(Required work): For the data below, work out the number of lines containing the string "ends" and answer with that number only.

(Data records):
====================

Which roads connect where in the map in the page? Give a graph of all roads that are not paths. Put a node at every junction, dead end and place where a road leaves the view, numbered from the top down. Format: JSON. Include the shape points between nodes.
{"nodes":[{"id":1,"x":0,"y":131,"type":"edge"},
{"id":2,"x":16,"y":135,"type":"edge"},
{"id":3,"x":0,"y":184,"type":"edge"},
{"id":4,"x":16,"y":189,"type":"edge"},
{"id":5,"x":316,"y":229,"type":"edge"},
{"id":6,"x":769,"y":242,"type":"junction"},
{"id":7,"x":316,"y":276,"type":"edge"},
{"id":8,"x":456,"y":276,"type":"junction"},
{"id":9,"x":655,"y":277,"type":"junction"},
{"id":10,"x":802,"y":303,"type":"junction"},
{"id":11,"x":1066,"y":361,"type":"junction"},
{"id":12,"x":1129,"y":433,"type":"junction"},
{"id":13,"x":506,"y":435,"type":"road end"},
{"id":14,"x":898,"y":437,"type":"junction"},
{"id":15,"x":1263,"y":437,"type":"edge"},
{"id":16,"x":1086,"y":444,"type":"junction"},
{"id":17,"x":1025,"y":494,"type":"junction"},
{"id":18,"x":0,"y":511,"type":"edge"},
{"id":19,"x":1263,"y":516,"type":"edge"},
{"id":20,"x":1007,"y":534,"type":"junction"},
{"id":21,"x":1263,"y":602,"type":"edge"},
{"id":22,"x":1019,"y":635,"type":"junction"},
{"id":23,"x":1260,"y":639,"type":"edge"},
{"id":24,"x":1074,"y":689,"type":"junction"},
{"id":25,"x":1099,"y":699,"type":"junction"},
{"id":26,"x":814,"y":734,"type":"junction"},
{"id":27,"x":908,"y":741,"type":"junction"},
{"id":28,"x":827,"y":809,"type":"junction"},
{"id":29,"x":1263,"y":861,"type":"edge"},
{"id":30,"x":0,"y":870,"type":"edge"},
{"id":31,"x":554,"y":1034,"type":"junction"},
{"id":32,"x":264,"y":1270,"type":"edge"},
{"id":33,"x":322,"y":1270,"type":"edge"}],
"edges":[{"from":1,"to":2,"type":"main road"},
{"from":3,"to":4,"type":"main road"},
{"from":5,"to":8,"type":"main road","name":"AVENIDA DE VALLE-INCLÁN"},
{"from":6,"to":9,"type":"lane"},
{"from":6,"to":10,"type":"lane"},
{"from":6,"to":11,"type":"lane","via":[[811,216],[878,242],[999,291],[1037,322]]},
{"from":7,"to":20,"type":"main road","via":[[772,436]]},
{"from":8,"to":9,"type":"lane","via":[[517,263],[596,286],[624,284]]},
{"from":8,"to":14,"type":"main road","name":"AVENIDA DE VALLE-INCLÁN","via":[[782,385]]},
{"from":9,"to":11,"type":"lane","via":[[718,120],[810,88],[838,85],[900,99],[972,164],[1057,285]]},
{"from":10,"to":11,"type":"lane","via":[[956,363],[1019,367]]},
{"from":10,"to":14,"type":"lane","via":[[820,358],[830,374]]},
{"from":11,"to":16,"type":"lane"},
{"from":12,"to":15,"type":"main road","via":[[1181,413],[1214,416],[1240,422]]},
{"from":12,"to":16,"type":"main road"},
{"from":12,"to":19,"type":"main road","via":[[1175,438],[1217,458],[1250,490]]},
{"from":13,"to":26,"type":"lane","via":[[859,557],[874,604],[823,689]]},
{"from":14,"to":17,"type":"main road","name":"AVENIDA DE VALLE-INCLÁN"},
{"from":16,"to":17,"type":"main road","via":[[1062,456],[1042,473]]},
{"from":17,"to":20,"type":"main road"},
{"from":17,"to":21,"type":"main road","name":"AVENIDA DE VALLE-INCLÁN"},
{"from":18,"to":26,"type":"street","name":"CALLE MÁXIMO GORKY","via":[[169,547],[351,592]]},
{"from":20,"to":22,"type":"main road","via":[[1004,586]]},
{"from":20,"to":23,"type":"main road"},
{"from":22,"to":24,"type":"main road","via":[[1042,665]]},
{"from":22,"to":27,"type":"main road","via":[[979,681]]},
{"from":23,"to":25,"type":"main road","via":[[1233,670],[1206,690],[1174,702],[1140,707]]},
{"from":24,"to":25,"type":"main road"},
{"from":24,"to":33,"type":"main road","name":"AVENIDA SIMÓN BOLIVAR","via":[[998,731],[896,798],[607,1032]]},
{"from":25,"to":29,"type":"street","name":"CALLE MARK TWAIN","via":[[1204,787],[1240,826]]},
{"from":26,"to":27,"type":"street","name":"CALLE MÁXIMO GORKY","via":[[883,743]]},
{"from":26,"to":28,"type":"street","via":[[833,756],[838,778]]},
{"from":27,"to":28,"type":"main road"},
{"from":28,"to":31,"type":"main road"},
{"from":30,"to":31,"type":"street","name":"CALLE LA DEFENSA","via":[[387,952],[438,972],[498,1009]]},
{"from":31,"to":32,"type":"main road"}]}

====================

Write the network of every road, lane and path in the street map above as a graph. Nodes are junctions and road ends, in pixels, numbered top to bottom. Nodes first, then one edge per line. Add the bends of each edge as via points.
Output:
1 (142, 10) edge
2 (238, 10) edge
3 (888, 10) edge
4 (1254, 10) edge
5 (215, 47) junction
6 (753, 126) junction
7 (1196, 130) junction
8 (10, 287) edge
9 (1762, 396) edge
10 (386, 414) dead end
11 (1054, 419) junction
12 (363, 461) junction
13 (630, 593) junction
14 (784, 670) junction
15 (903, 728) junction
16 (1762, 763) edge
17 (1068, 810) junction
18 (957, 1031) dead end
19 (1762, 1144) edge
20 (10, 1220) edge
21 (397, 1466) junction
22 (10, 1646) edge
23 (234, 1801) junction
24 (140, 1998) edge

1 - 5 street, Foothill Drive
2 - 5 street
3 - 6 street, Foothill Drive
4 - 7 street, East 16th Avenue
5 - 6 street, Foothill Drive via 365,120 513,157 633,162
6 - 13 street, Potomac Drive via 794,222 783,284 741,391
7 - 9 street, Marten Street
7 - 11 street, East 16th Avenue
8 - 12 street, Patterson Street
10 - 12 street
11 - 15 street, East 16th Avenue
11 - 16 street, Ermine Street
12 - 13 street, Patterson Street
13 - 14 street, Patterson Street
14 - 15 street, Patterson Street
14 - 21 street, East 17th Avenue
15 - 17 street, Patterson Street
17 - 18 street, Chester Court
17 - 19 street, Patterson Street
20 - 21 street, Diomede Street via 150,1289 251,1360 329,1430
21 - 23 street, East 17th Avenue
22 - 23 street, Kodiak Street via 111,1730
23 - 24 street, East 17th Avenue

====================

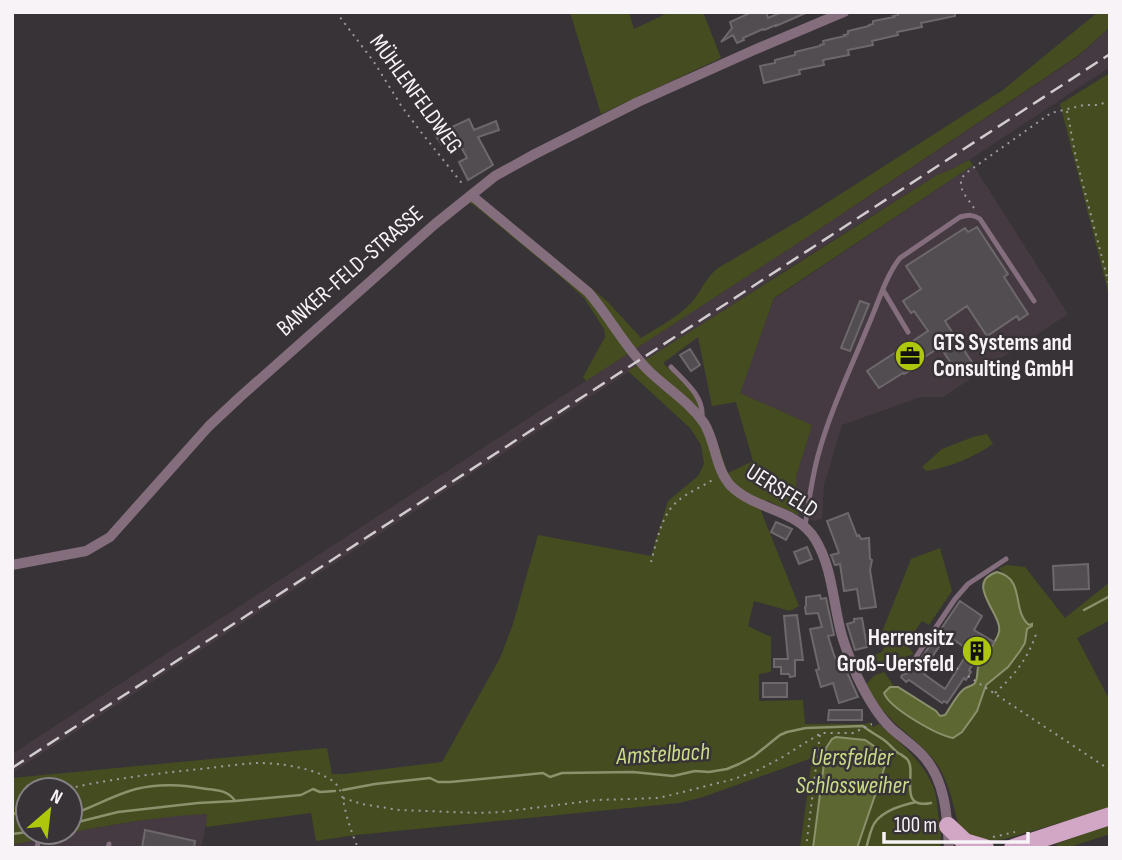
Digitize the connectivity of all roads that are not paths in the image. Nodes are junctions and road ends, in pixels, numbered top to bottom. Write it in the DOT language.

====================

(Answer area): 2